In a few weeks, what we hope is the last of these problems will be taken care of. Rich has had a left bundle branch blockage since he ended his first rounds of chemo in 2004. It was never really on our radar until it was discussed that heart issues can come from the chemo proposed in 2014. Anyone who has been a reader here, knows that the last two years, that LBB has been problematic and compounded by the beneficial poisons that brought Rich to remission.

Our doctors have been talking about giving our former Borg an implanted CRT-D device which is a combined pacemaker/defibrillator for a couple of years. CRT stands for Cardiac Resynchronization Therapy… it works to get the heartbeats from the ventricles to work in sync.
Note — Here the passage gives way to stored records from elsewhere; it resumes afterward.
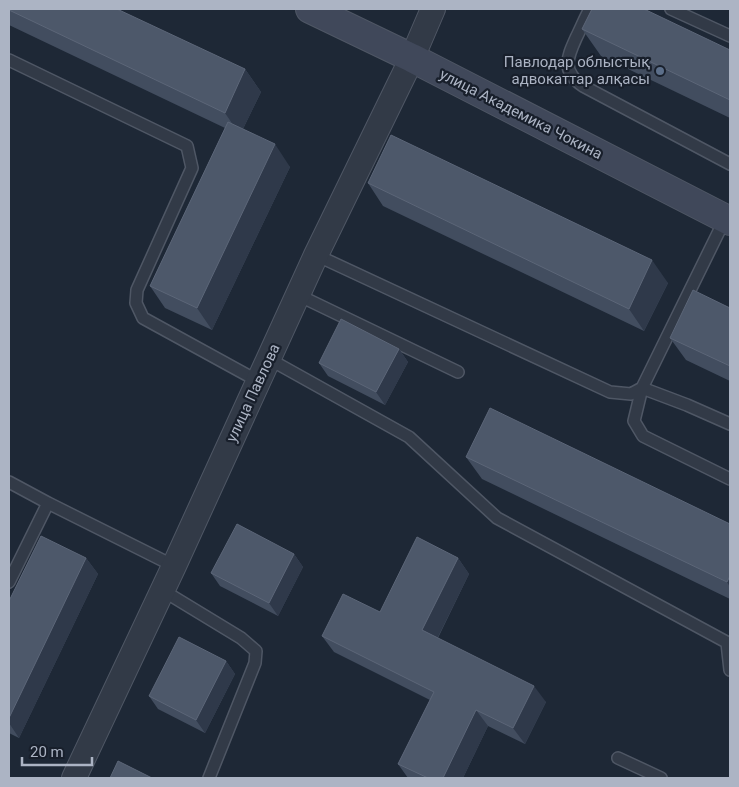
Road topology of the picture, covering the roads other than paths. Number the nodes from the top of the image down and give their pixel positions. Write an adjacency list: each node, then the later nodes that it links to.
1 (433, 9): 6 (street, улица Павлова)
2 (590, 9): 8 (lane)
3 (671, 9): 5 (lane)
4 (314, 10): 6 (main road, улица Академика Чокина)
5 (730, 36)
6 (412, 58): 9 (main road, улица Академика Чокина); 10 (street, улица Павлова)
7 (9, 60): 14 (lane)
8 (730, 164)
9 (728, 220): 15 (lane)
10 (316, 255): 11 (street, улица Павлова); 15 (lane)
11 (298, 295): 12 (street, улица Павлова); 13 (lane)
12 (269, 359): 14 (street, улица Павлова); 23 (lane)
13 (458, 372)
14 (258, 380): 20 (street, улица Павлова)
15 (642, 388): 16 (lane); 17 (lane)
16 (730, 424)
17 (730, 479)
18 (9, 482): 19 (lane)
19 (48, 504): 20 (lane); 21 (lane)
20 (174, 566): 22 (street, улица Павлова)
21 (9, 582)
22 (162, 590): 26 (street, улица Павлова); 27 (lane)
23 (729, 644): 24 (lane)
24 (730, 670)
25 (618, 758): 28 (lane)
26 (74, 778)
27 (209, 778)
28 (661, 778)

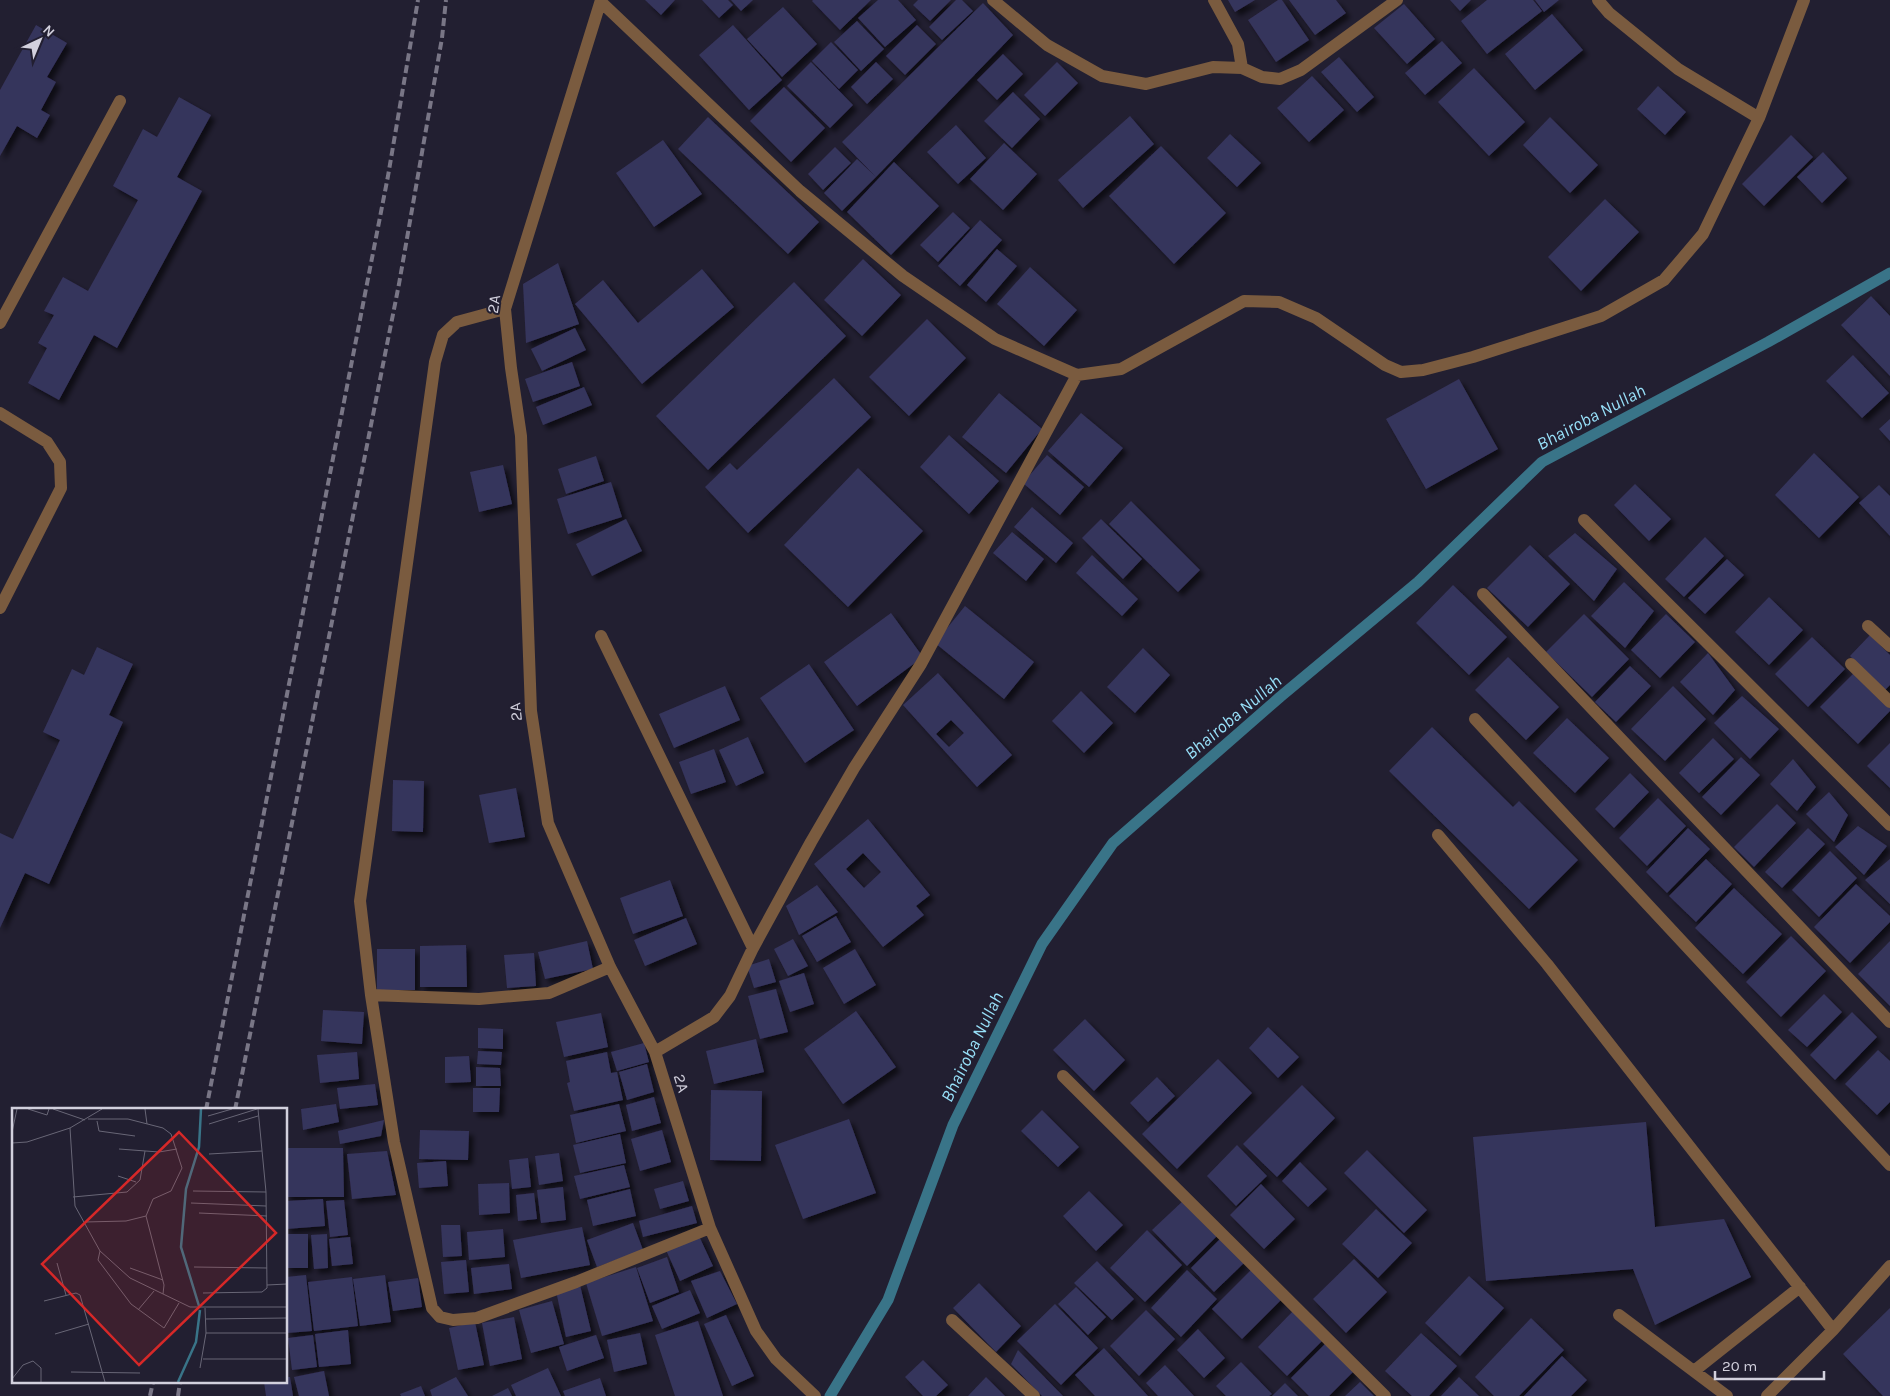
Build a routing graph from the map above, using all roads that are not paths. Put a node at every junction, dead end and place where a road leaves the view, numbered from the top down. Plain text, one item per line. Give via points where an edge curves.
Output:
1 (993, 0) edge
2 (1214, 0) edge
3 (1397, 0) edge
4 (1598, 0) edge
5 (1804, 0) edge
6 (601, 1) edge
7 (1242, 68) junction
8 (120, 100) dead end
9 (1759, 118) junction
10 (505, 309) junction
11 (0, 323) edge
12 (1077, 375) junction
13 (0, 413) edge
14 (1584, 520) dead end
15 (1483, 594) dead end
16 (0, 608) edge
17 (1868, 626) dead end
18 (601, 636) dead end
19 (1890, 646) edge
20 (1851, 664) dead end
21 (1890, 702) edge
22 (1475, 719) dead end
23 (1890, 825) edge
24 (1438, 834) dead end
25 (753, 948) junction
26 (610, 967) junction
27 (371, 995) junction
28 (1890, 1022) edge
29 (655, 1052) junction
30 (1063, 1076) dead end
31 (1890, 1165) edge
32 (710, 1228) junction
33 (1890, 1266) edge
34 (1800, 1287) junction
35 (1619, 1315) dead end
36 (952, 1320) dead end
37 (1833, 1330) junction
38 (1694, 1371) junction
39 (815, 1396) edge
40 (1034, 1396) edge
41 (1385, 1396) edge
42 (1727, 1396) edge
43 (1767, 1396) edge

1 - 7 street via 1048,45 1102,76 1146,84 1213,67
2 - 7 street via 1238,44
3 - 7 street via 1301,70 1280,79 1262,77
4 - 9 street via 1610,14 1678,69
5 - 9 street
6 - 10 street, 2A
6 - 12 street via 800,191 903,276 995,339
8 - 11 street
9 - 12 street via 1703,234 1664,280 1601,316 1474,357 1401,372 1385,365 1316,318 1279,302 1244,301 1121,369
10 - 26 street, 2A via 521,436 531,711 548,824
10 - 27 street via 457,322 443,335 435,362 360,901
12 - 25 street via 921,664 844,784
13 - 16 street via 47,442 60,462 61,488
14 - 23 street
15 - 28 street
17 - 19 street
18 - 25 street
20 - 21 street
22 - 31 street
24 - 34 street via 1547,964
25 - 29 street via 730,996 714,1018
26 - 27 street via 549,992 479,999
26 - 29 street, 2A
27 - 32 street via 394,1142 432,1308 440,1317 453,1320 477,1318
29 - 32 street, 2A
30 - 41 street
32 - 39 street, 2A via 756,1331 776,1359
33 - 37 street
34 - 37 street
34 - 38 street
35 - 38 street
36 - 40 street
37 - 43 street
38 - 42 street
In this case, the D indicates a defibrillator is part of the package as well.

When he had his ketamine infusions this May, our pain relief guru shook his head and consulted with our cardiologist… “his heart wants to go into a-fib, but then it refuses to.” Ever the fighter!

A couple of weeks ago our patient ended up in the ER overnight from a combination of factors affecting a combination of his issues. A hot day, congestive heart failure, gardening work, reduced kidney function, sweating, how much water intake was viable… a fine line of where the tipping point involves several decisions. Staying outside in the heat, doing just a bit too much yardwork, drinking the limited but recommended amount of daily fluid yet not accounting for sweating brought Rich’s blood pressure down to 71/41. We tried to bring back up but he needed a bit more than we could provide at home. This time, even the walker couldn’t get him to the door; our doctor arranged for an ambulance. We had immediate thoughts of another TIA, but what it boiled down to is that his LBB is making his heart work too hard against himself.

That ER visit showed that now it was time for Rich to go full on Borg again. In two weeks, his loop monitor will be removed, and the CRT-D will be installed. This pacemaker/defibrillator will help his left and right ventricles beat at the same time. That LBB will not be able to have that little blip where the left ventricle doesn’t quite contract at the same time as the right. Resistance is futile!

In the meantime, we’re working on getting the little room on the first floor set up as a neutral level place to relax and recuperate. Testing is in progress now as Rich is a little more tired, a little more out of breath, retaining a little more fluid. Thankfully, we can now release it into the beta level… planning our meals out and figuring which streaming platforms might be fun for after. Because, ya know, there’s always an app.